- **Task description**
Each line of the listing below containing the word "image" should be returned.
########
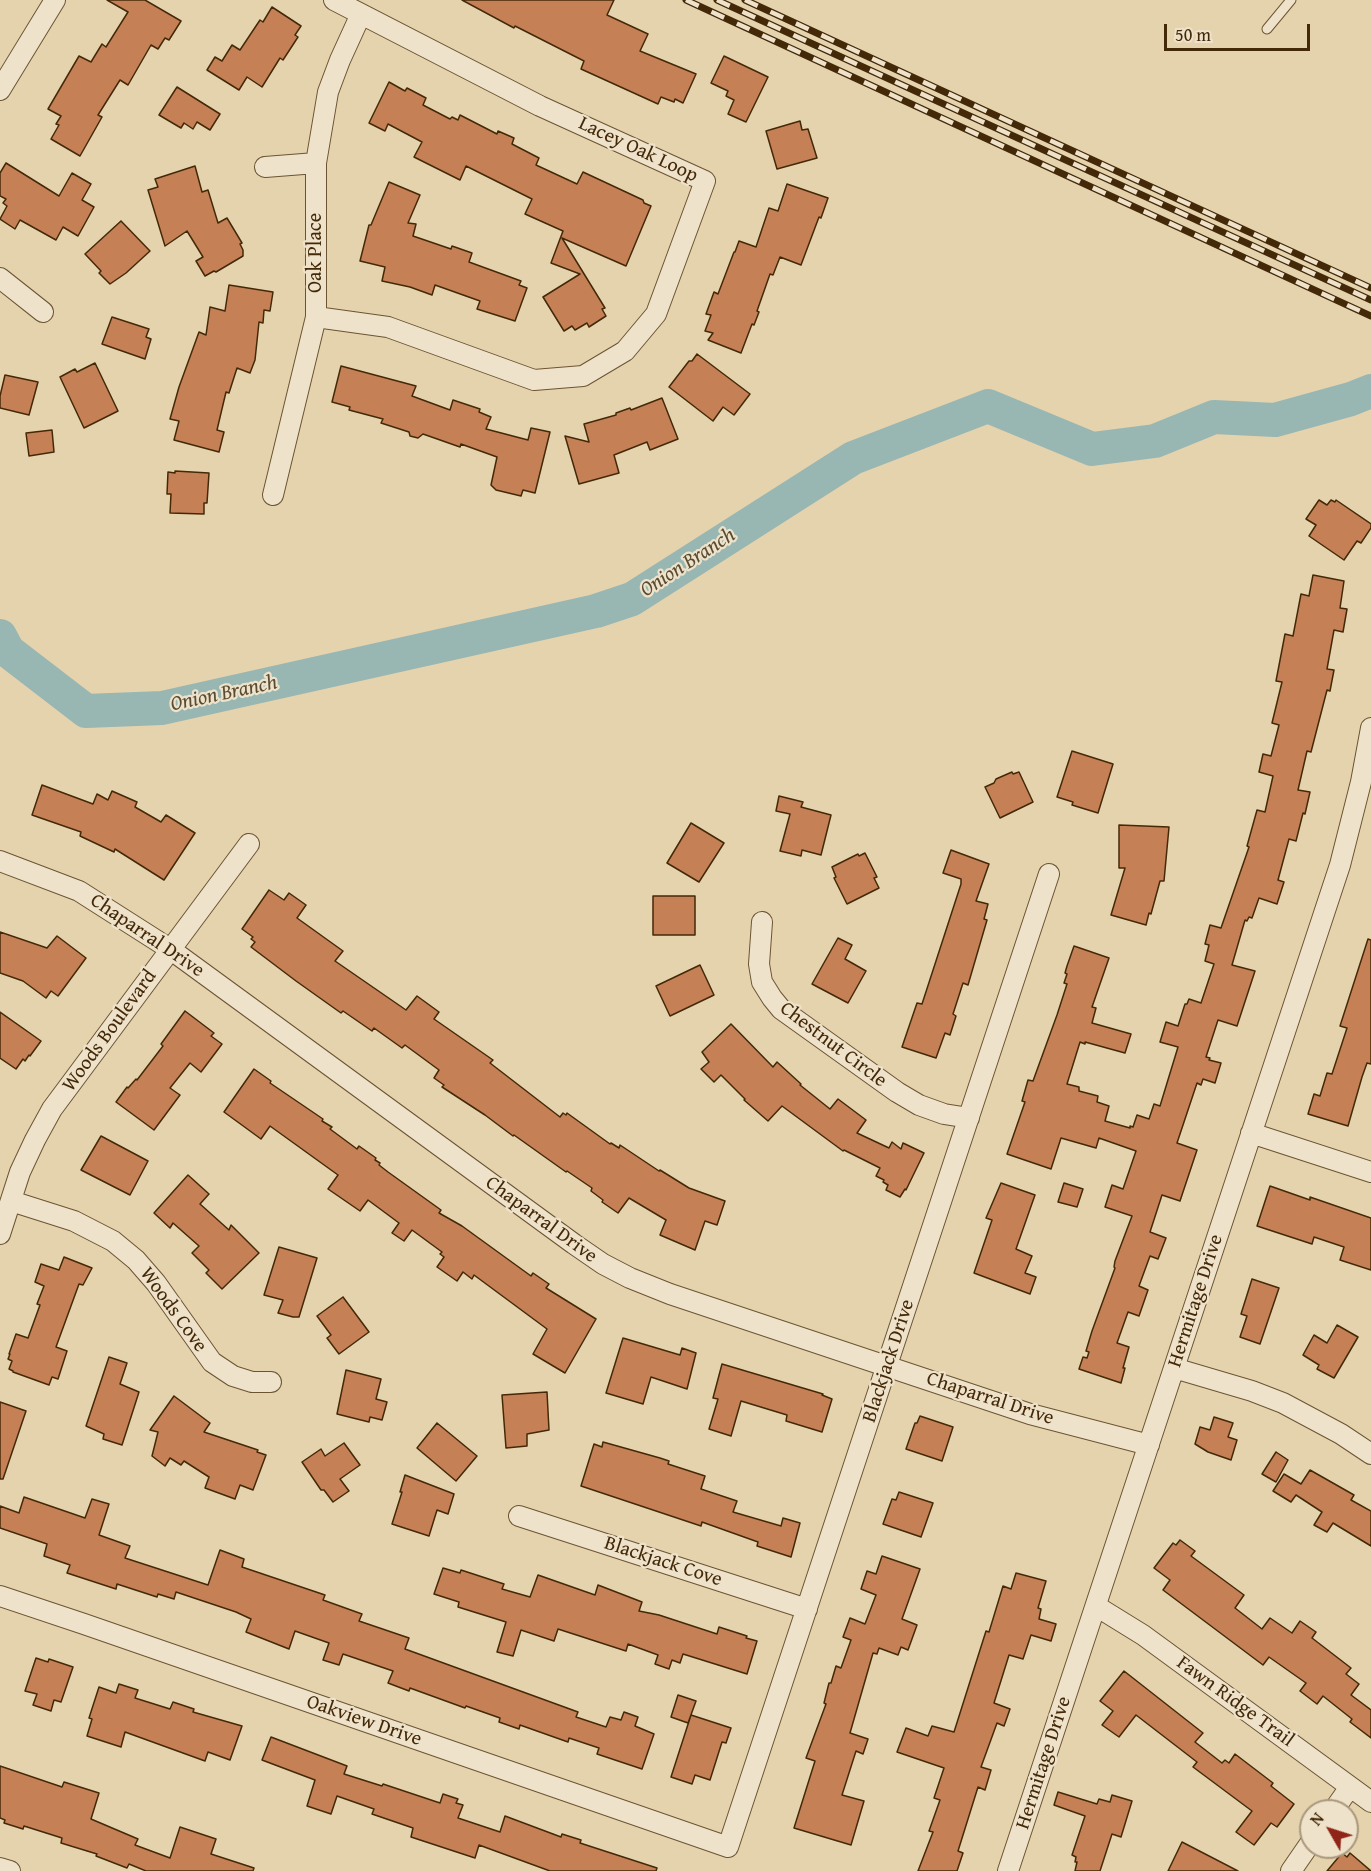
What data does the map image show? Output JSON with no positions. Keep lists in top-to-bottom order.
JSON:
{
  "streets": {
    "street": [
      "Lacey Oak Loop",
      "Oak Place",
      "Chaparral Drive",
      "Woods Boulevard",
      "Chestnut Circle",
      "Hermitage Drive",
      "Woods Cove",
      "Blackjack Drive",
      "Blackjack Cove",
      "Fawn Ridge Trail",
      "Oakview Drive"
    ]
  },
  "crossings": [
    ["Lacey Oak Loop", "Oak Place"],
    ["Chaparral Drive", "Woods Boulevard"],
    ["Chaparral Drive", "Hermitage Drive"],
    ["Chaparral Drive", "Blackjack Drive"],
    ["Woods Boulevard", "Woods Cove"],
    ["Chestnut Circle", "Blackjack Drive"],
    ["Hermitage Drive", "Fawn Ridge Trail"],
    ["Blackjack Drive", "Blackjack Cove"],
    ["Blackjack Drive", "Oakview Drive"]
  ],
  "water": ["Onion Branch"],
  "scale_bar": "50 m",
  "north": "top left"
}
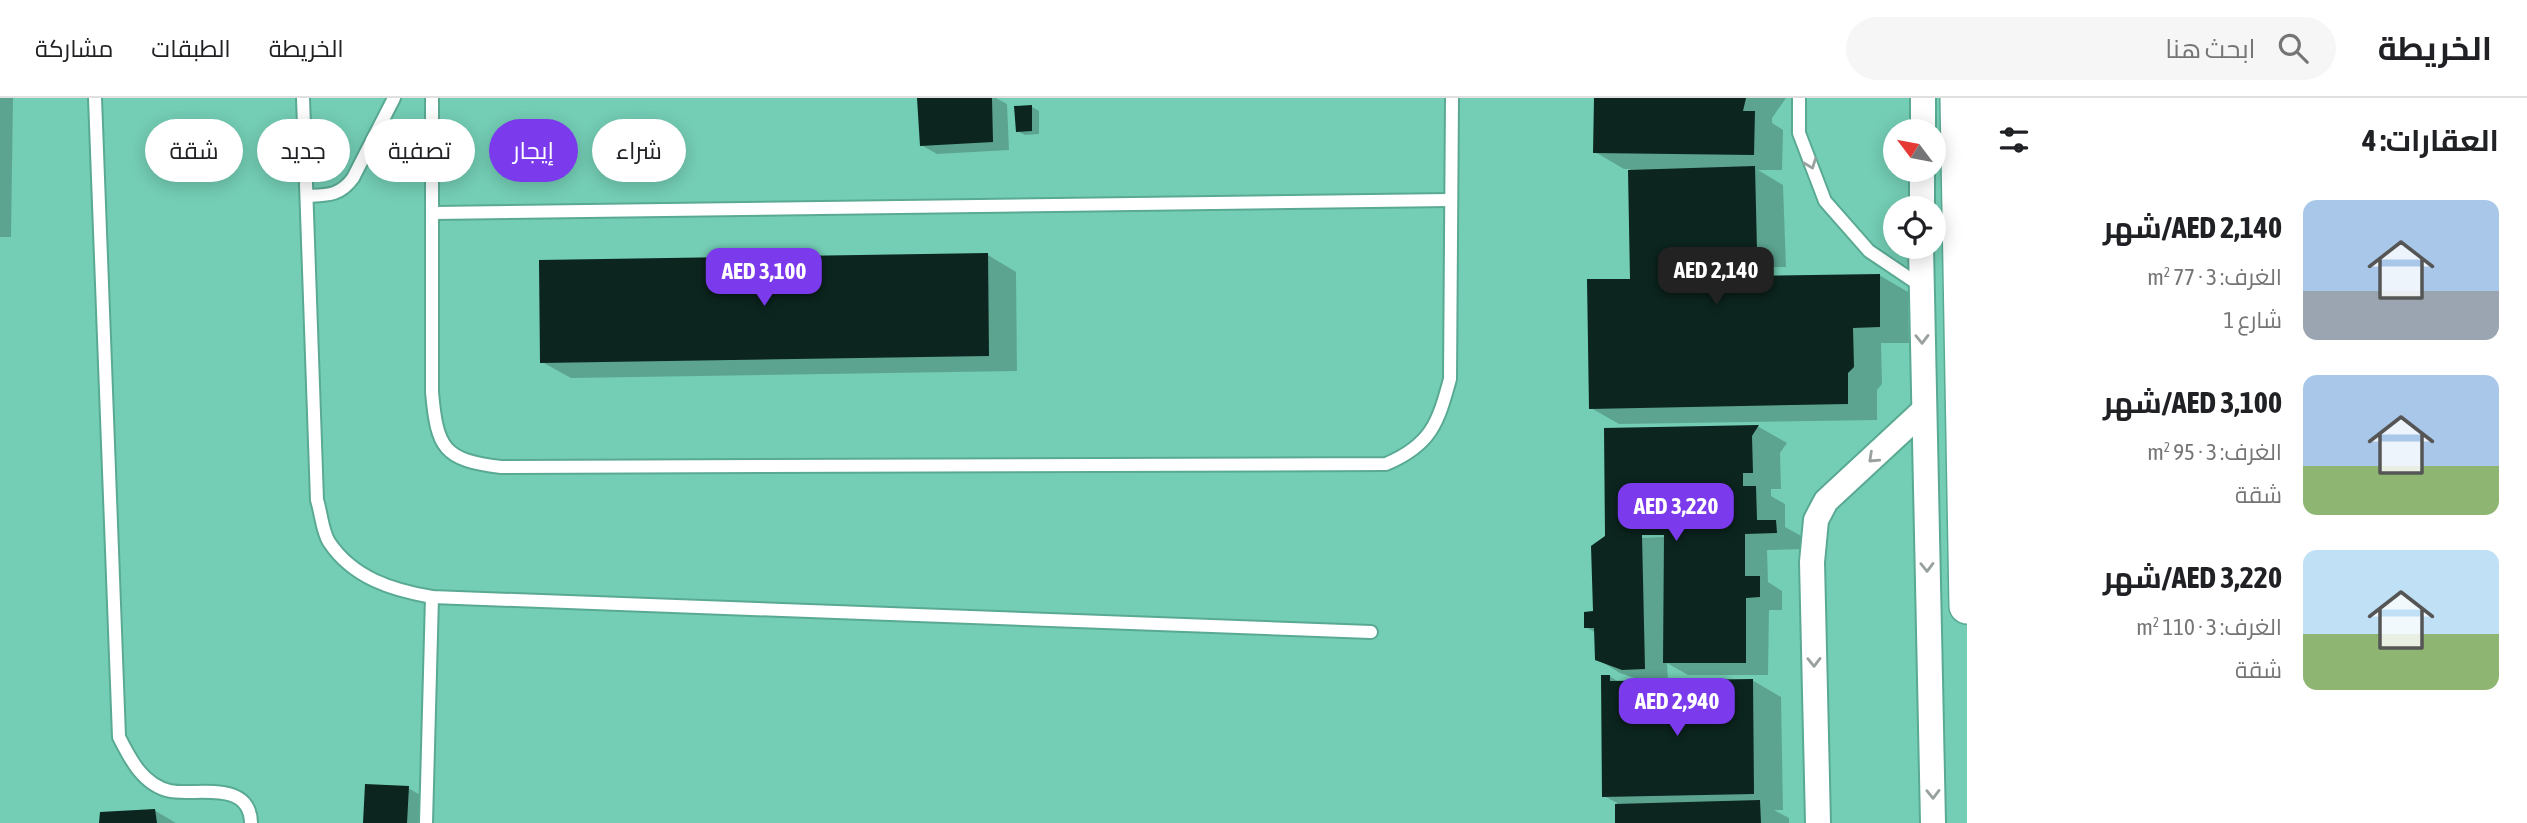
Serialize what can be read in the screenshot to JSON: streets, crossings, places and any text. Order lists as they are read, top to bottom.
{
  "north": "top left",
  "page": {
    "header": "الخريطة",
    "search": "ابحث هنا",
    "nav": ["الخريطة", "الطبقات", "مشاركة"],
    "heading": "العقارات: 4",
    "chip": [
      "شراء",
      "إيجار",
      "تصفية",
      "جديد",
      "شقة"
    ],
    "list": [
      {
        "name": "AED 2,140/شهر",
        "note": "الغرف: 3 · 77 m² · شارع 1"
      },
      {
        "name": "AED 3,100/شهر",
        "note": "الغرف: 3 · 95 m² · شقة"
      },
      {
        "name": "AED 3,220/شهر",
        "note": "الغرف: 3 · 110 m² · شقة"
      }
    ],
    "price": [
      "AED 2,140",
      "AED 3,100",
      "AED 3,220",
      "AED 2,940"
    ]
  }
}
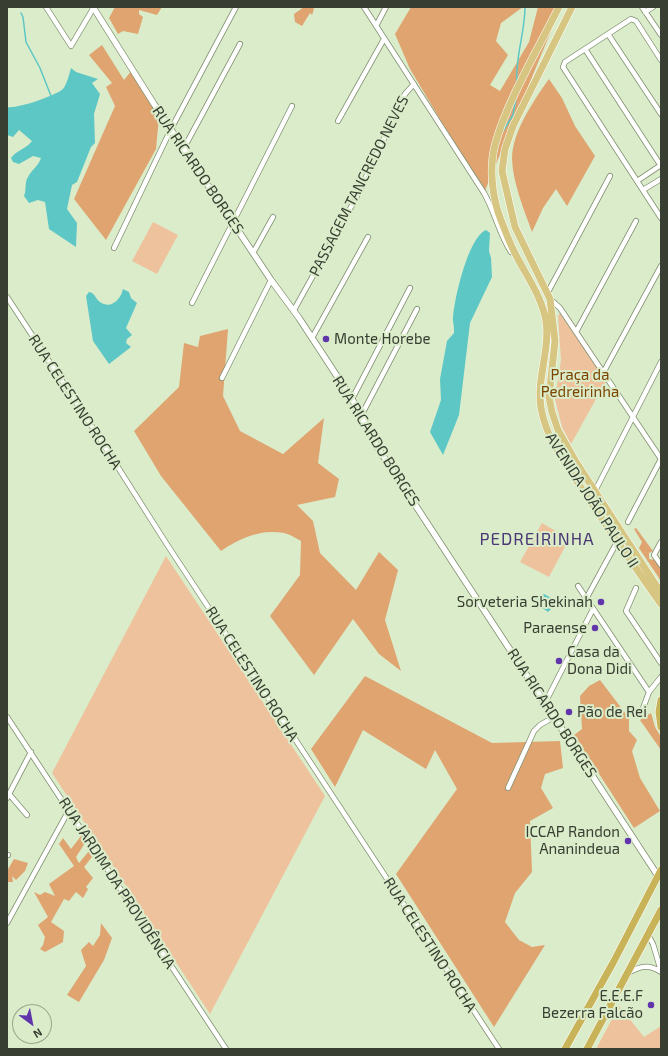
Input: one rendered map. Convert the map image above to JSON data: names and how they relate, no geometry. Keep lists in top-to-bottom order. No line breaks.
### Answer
{"streets":{"main road":["AVENIDA JOÃO PAULO II"],"street":["RUA RICARDO BORGES","PASSAGEM TANCREDO NEVES","RUA CELESTINO ROCHA","RUA JARDIM DA PROVIDÊNCIA"]},"crossings":[["RUA RICARDO BORGES","PASSAGEM TANCREDO NEVES"]],"districts":["PEDREIRINHA"],"parks":["Praça da Pedreirinha"],"places":["Monte Horebe","Sorveteria Shekinah","Paraense","Casa da Dona Didi","Pão de Rei","ICCAP Randon Ananindeua","E.E.E.F Bezerra Falcão"],"north":"bottom right"}
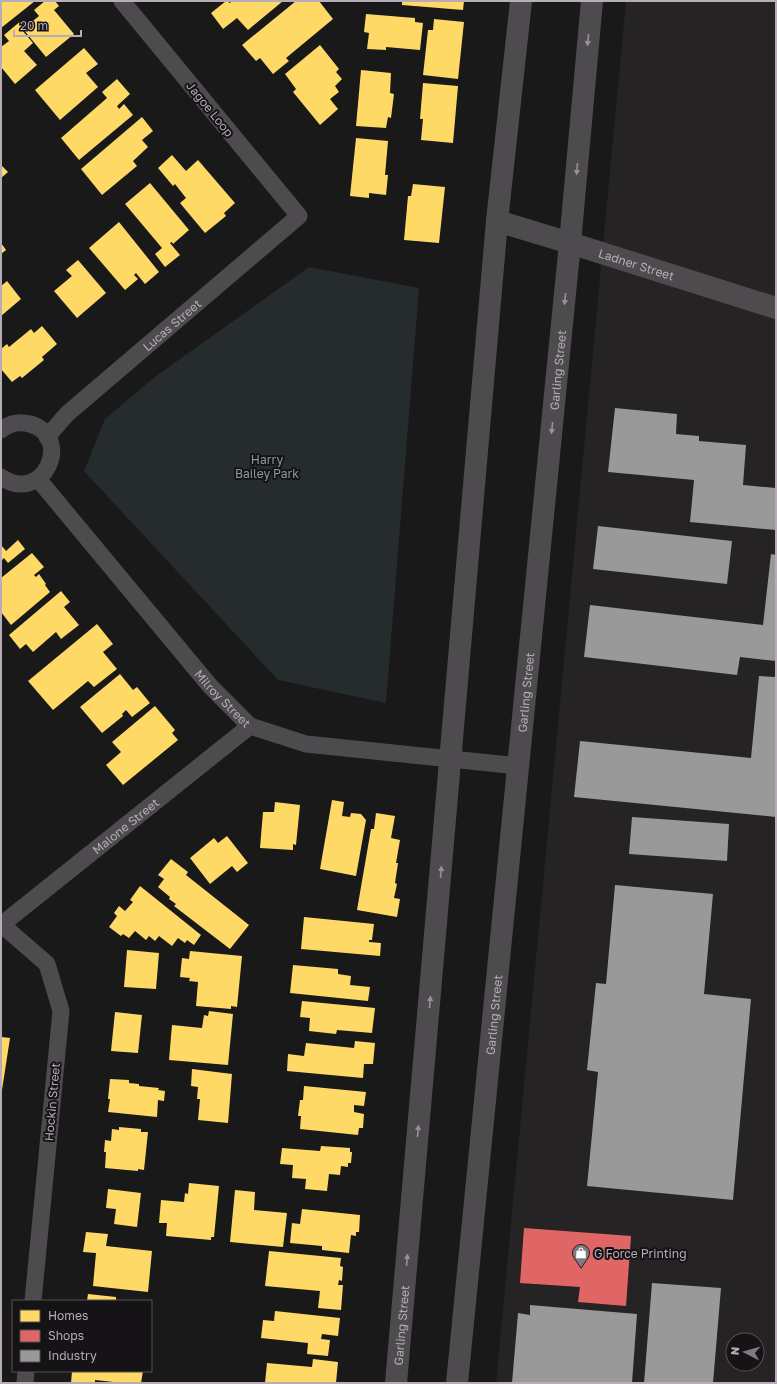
########
- **Response area**
What data does the map image show? Output JSON with no positions. Keep lists in top-to-bottom order.
Input: one rendered map. Convert the map image above to JSON data: names and how they relate, no geometry. Keep lists in top-to-bottom order. No line breaks.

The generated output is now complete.